What the exercise asks: From the material below, copy each line that holds the word "pinky".

Supplied information:
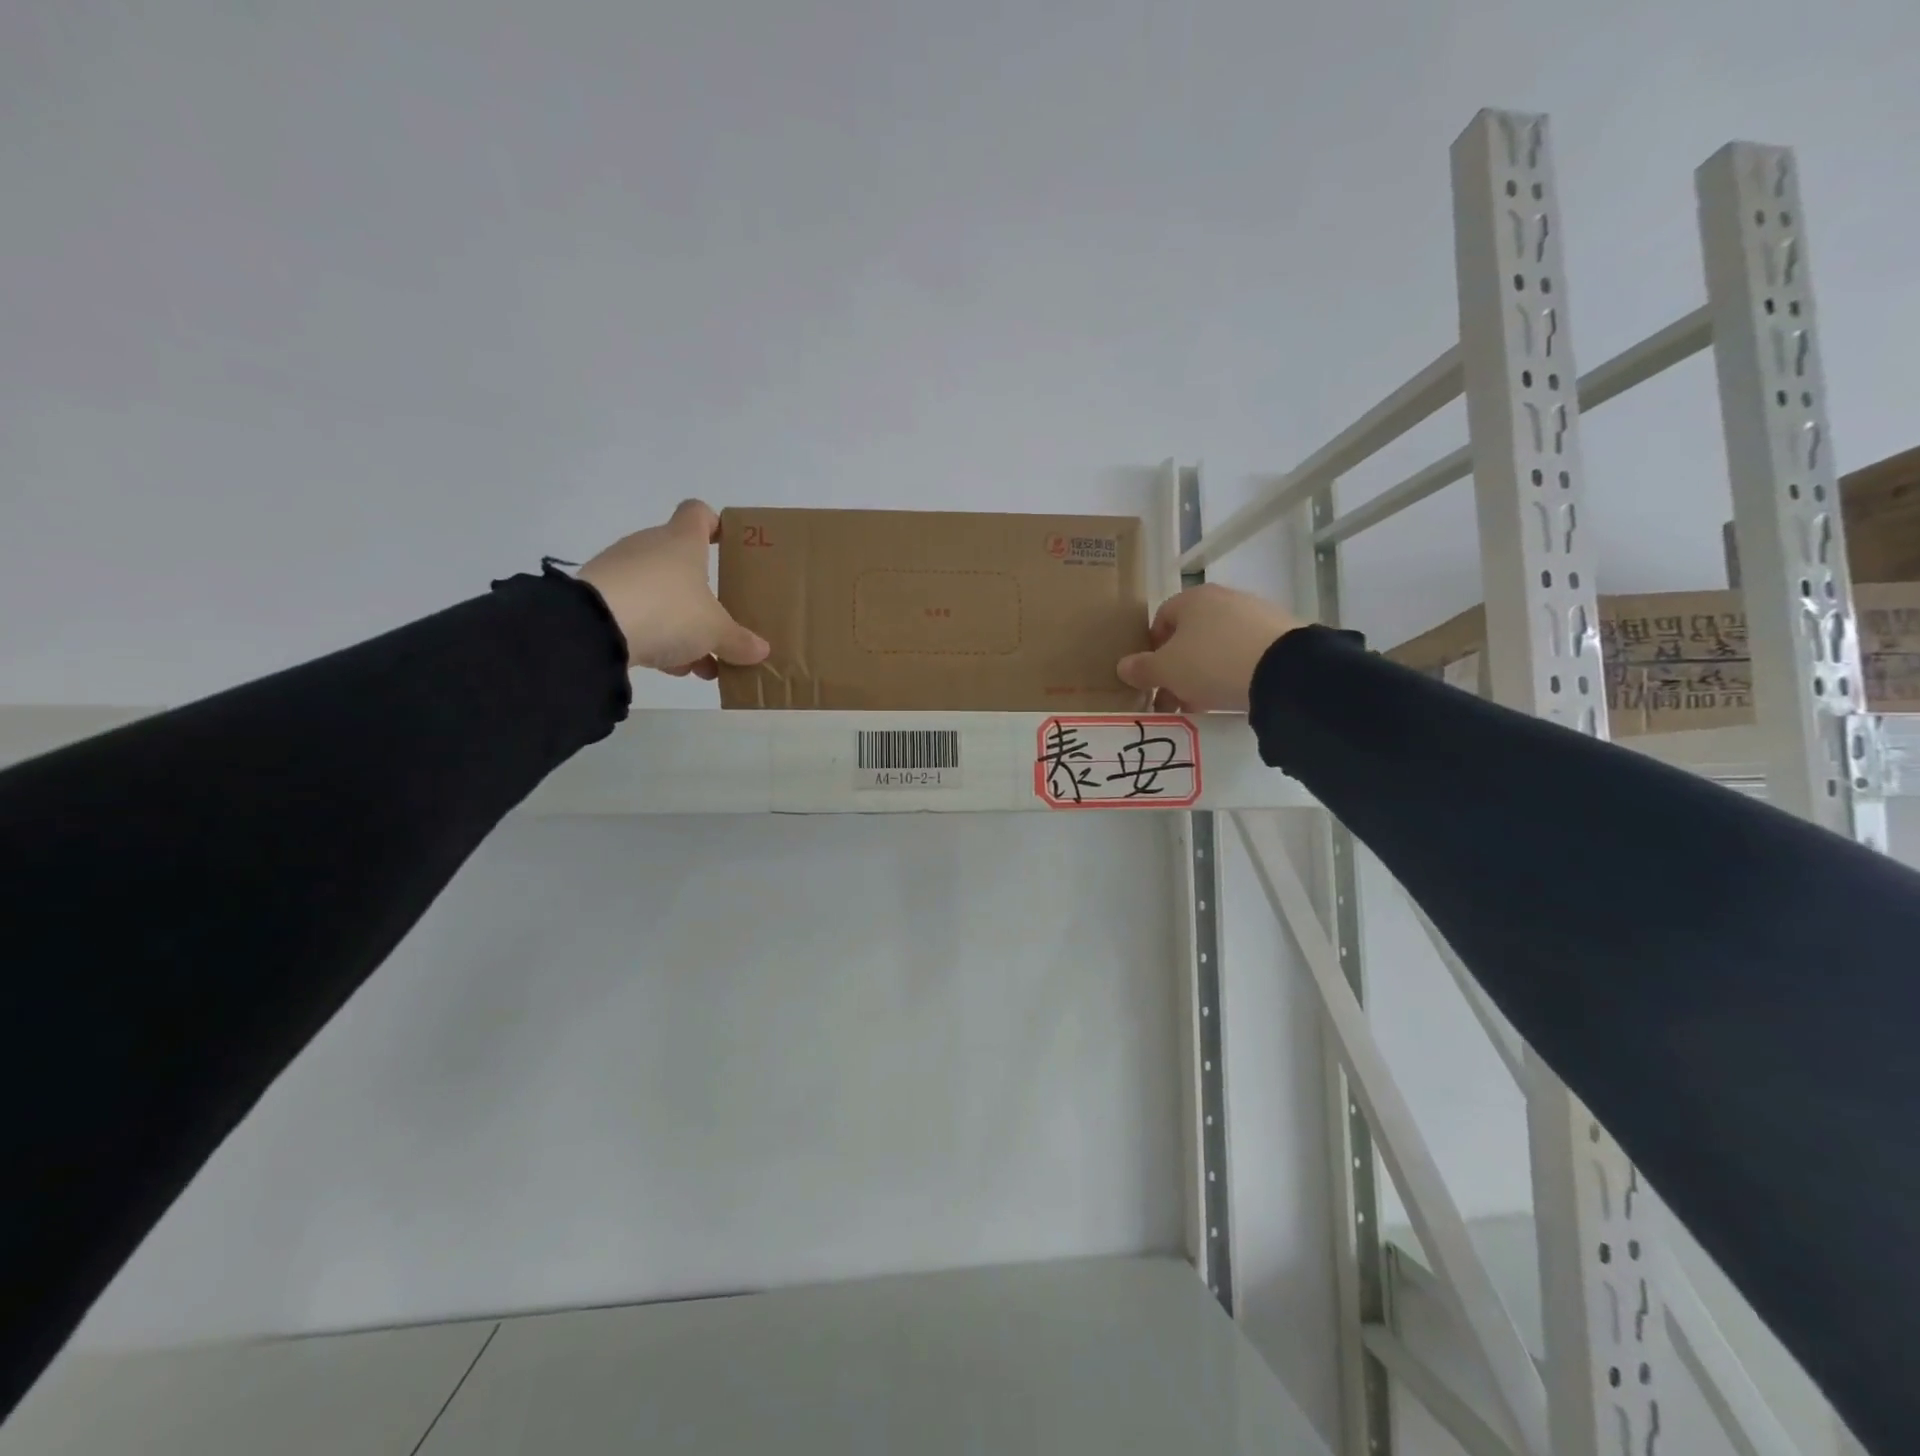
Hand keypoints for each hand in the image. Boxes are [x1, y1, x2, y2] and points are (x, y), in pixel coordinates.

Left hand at [578, 500, 769, 677]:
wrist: (594, 628)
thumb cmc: (669, 611)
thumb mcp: (715, 632)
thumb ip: (739, 641)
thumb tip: (761, 651)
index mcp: (682, 542)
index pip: (698, 513)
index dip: (714, 524)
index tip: (726, 545)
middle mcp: (649, 547)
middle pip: (681, 564)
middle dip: (702, 599)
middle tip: (720, 628)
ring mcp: (620, 571)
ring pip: (660, 594)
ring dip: (681, 626)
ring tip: (700, 664)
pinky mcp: (597, 598)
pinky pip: (636, 613)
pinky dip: (655, 636)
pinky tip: (669, 667)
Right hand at [1116, 584, 1301, 712]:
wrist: (1282, 670)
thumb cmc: (1211, 662)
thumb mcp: (1166, 671)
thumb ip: (1142, 669)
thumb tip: (1123, 666)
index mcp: (1192, 598)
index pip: (1161, 618)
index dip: (1152, 648)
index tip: (1153, 676)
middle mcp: (1224, 598)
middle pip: (1191, 633)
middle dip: (1179, 665)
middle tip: (1175, 696)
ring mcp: (1256, 613)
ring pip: (1218, 644)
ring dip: (1205, 671)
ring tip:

Written response:
pinky mcp: (597, 598)
pinky pip: (636, 613)
pinky dip: (655, 636)
pinky tip: (669, 667)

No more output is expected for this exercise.